-- What is required --
Copy the entries that appear below in full, leaving out any picture among them.

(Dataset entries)
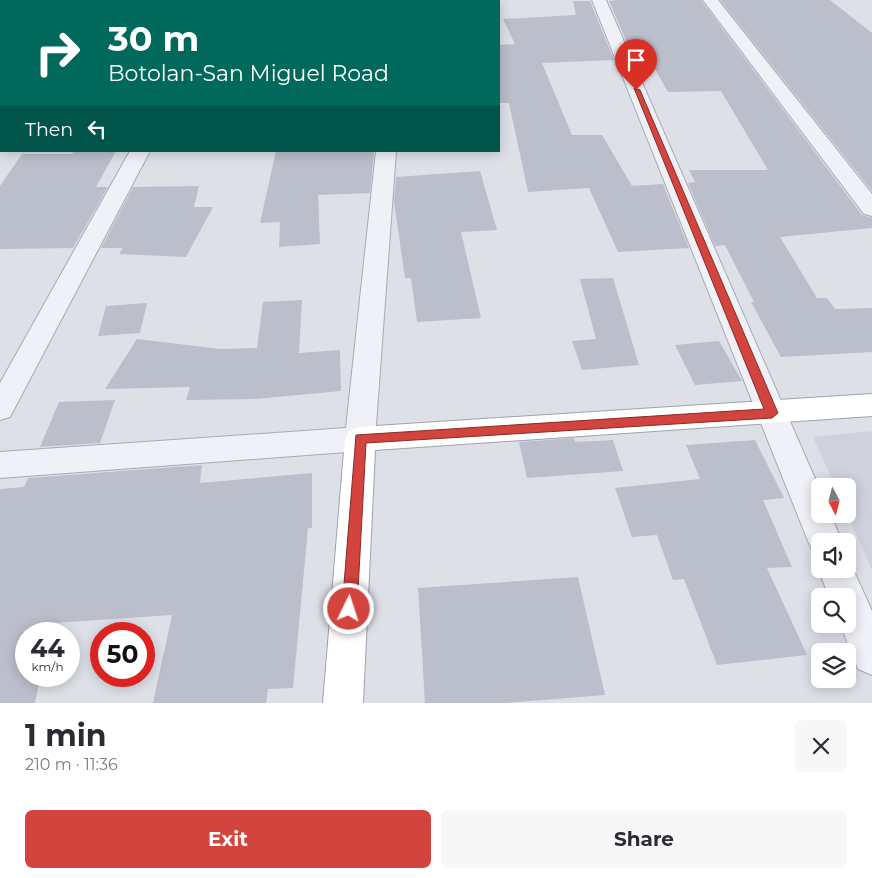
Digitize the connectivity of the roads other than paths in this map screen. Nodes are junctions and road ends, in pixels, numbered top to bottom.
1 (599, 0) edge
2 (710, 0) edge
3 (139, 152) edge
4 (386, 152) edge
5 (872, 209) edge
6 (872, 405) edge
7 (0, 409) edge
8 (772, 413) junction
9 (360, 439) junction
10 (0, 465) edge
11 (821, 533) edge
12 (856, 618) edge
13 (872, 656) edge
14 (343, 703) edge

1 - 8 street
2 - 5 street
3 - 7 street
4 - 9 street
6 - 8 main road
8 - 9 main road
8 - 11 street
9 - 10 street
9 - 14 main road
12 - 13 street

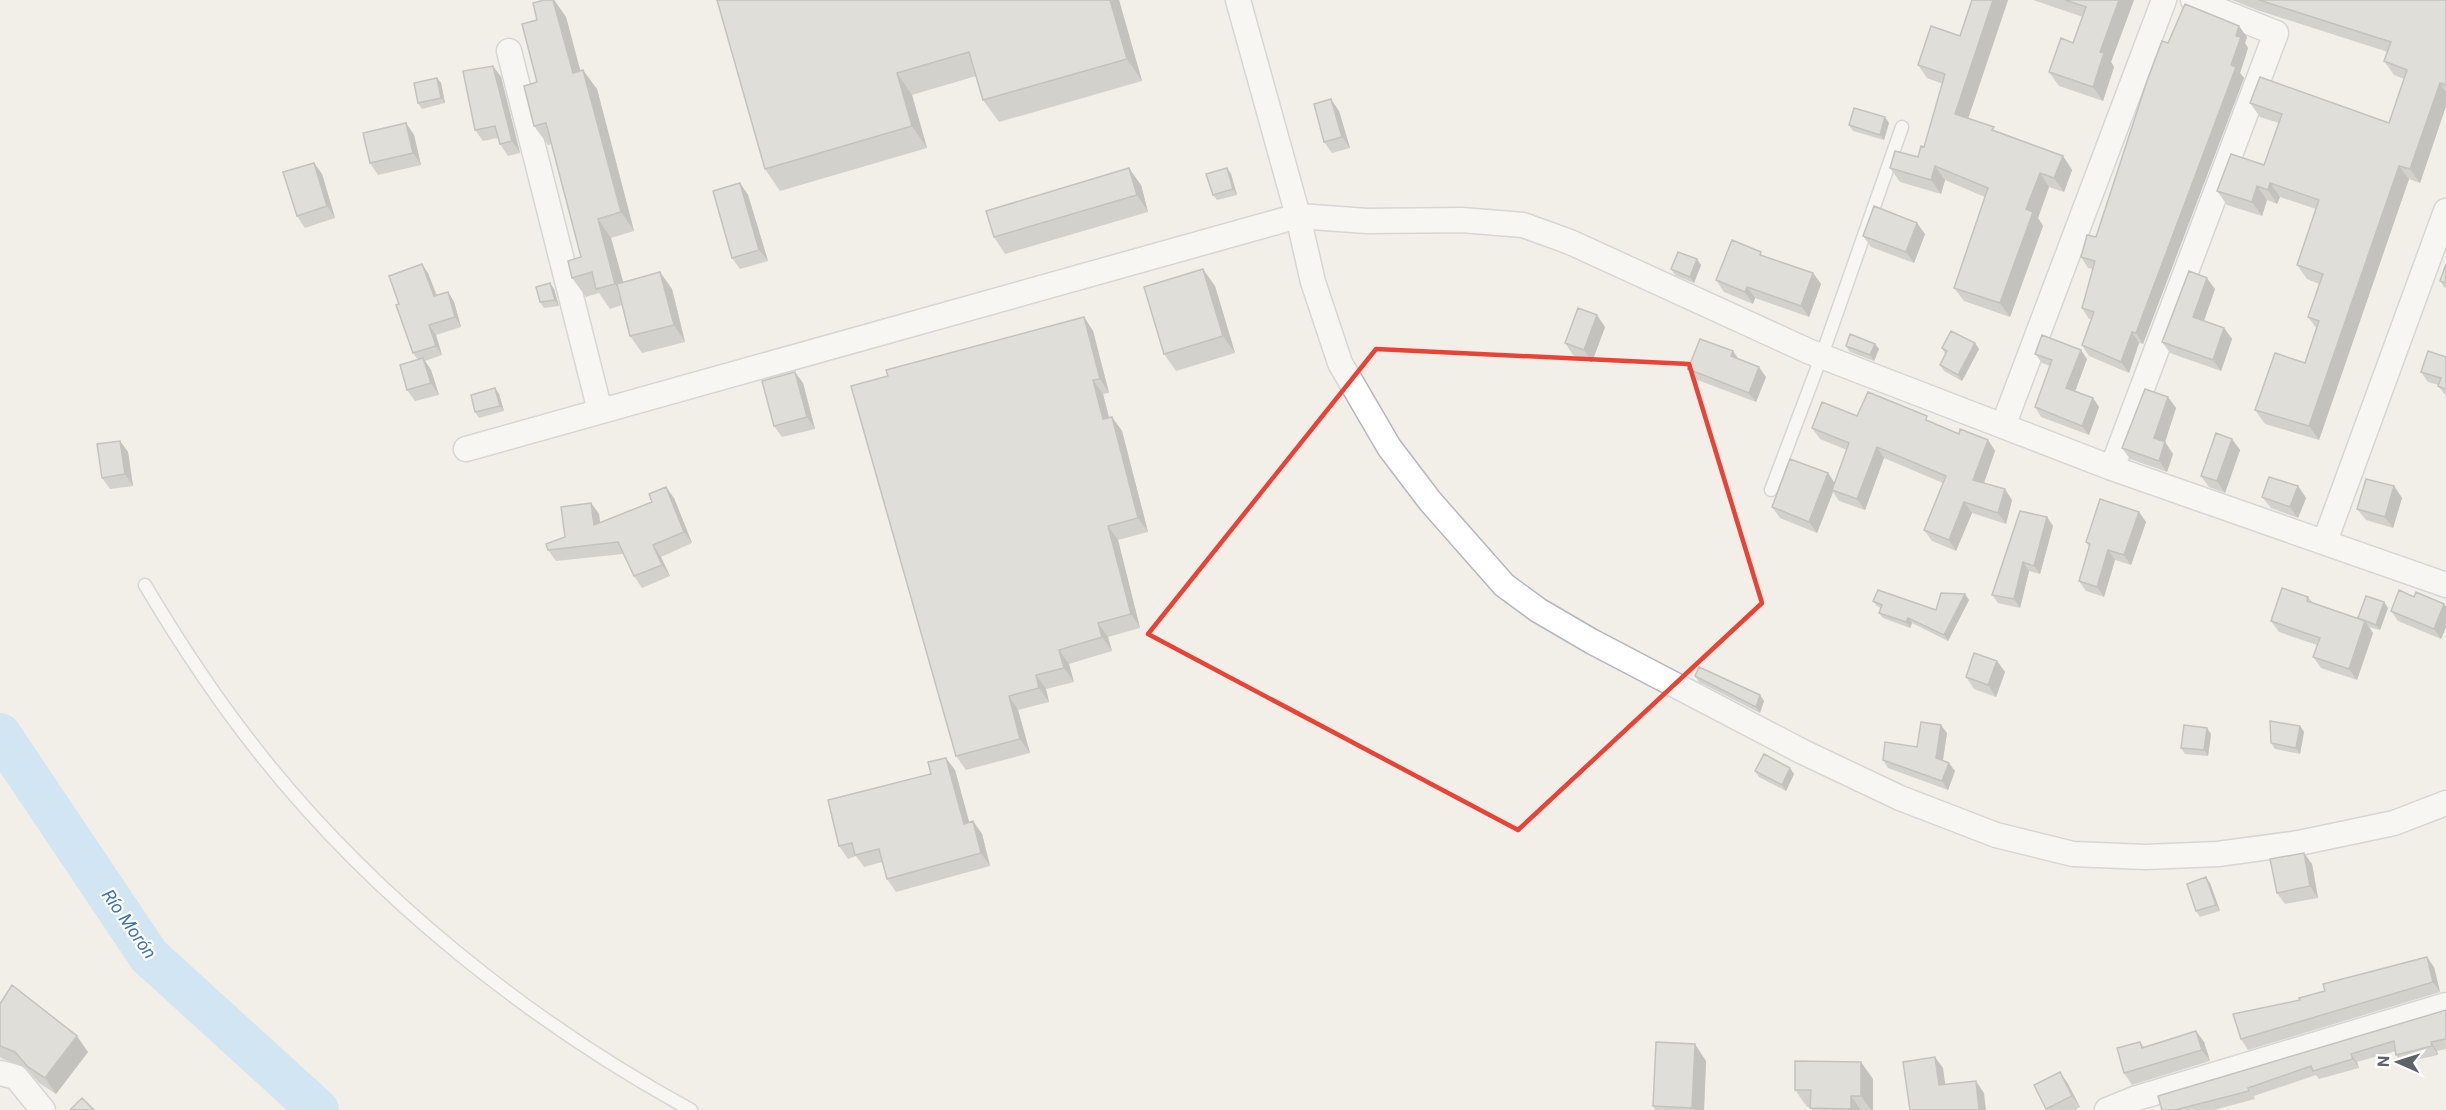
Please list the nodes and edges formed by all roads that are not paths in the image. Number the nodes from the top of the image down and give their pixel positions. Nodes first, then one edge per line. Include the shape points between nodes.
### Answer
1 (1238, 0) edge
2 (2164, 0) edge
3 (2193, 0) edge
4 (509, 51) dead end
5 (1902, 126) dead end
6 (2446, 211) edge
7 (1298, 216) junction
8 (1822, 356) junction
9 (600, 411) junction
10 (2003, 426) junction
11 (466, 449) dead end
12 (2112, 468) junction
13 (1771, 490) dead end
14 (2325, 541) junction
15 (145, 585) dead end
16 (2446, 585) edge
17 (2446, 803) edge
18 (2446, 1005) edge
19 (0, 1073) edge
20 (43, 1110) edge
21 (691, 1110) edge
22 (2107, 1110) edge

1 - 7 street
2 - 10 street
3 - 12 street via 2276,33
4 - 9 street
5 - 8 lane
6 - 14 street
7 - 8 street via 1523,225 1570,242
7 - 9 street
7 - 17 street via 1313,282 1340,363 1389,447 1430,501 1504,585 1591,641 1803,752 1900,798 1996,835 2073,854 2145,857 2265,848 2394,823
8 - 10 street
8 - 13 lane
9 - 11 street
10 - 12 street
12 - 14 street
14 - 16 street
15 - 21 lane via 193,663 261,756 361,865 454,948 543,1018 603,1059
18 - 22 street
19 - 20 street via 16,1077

-- Task output --
Digitize the connectivity of the roads other than paths in this map screen. Nodes are junctions and road ends, in pixels, numbered top to bottom.
1 (599, 0) edge
2 (710, 0) edge
3 (139, 152) edge
4 (386, 152) edge
5 (872, 209) edge
6 (872, 405) edge
7 (0, 409) edge
8 (772, 413) junction
9 (360, 439) junction
10 (0, 465) edge
11 (821, 533) edge
12 (856, 618) edge
13 (872, 656) edge
14 (343, 703) edge

1 - 8 street
2 - 5 street
3 - 7 street
4 - 9 street
6 - 8 main road
8 - 9 main road
8 - 11 street
9 - 10 street
9 - 14 main road
12 - 13 street

Please list the nodes and edges formed by all roads that are not paths in the image. Number the nodes from the top of the image down and give their pixel positions. Nodes first, then one edge per line. Include the shape points between nodes.
### Answer
1 (1238, 0) edge
2 (2164, 0) edge
3 (2193, 0) edge
4 (509, 51) dead end
5 (1902, 126) dead end
6 (2446, 211) edge
7 (1298, 216) junction
8 (1822, 356) junction
9 (600, 411) junction
10 (2003, 426) junction
11 (466, 449) dead end
12 (2112, 468) junction
13 (1771, 490) dead end
14 (2325, 541) junction
15 (145, 585) dead end
16 (2446, 585) edge
17 (2446, 803) edge
18 (2446, 1005) edge
19 (0, 1073) edge
20 (43, 1110) edge
21 (691, 1110) edge
22 (2107, 1110) edge

1 - 7 street
2 - 10 street
3 - 12 street via 2276,33
4 - 9 street
5 - 8 lane
6 - 14 street
7 - 8 street via 1523,225 1570,242
7 - 9 street
7 - 17 street via 1313,282 1340,363 1389,447 1430,501 1504,585 1591,641 1803,752 1900,798 1996,835 2073,854 2145,857 2265,848 2394,823
8 - 10 street
8 - 13 lane
9 - 11 street
10 - 12 street
12 - 14 street
14 - 16 street
15 - 21 lane via 193,663 261,756 361,865 454,948 543,1018 603,1059
18 - 22 street
19 - 20 street via 16,1077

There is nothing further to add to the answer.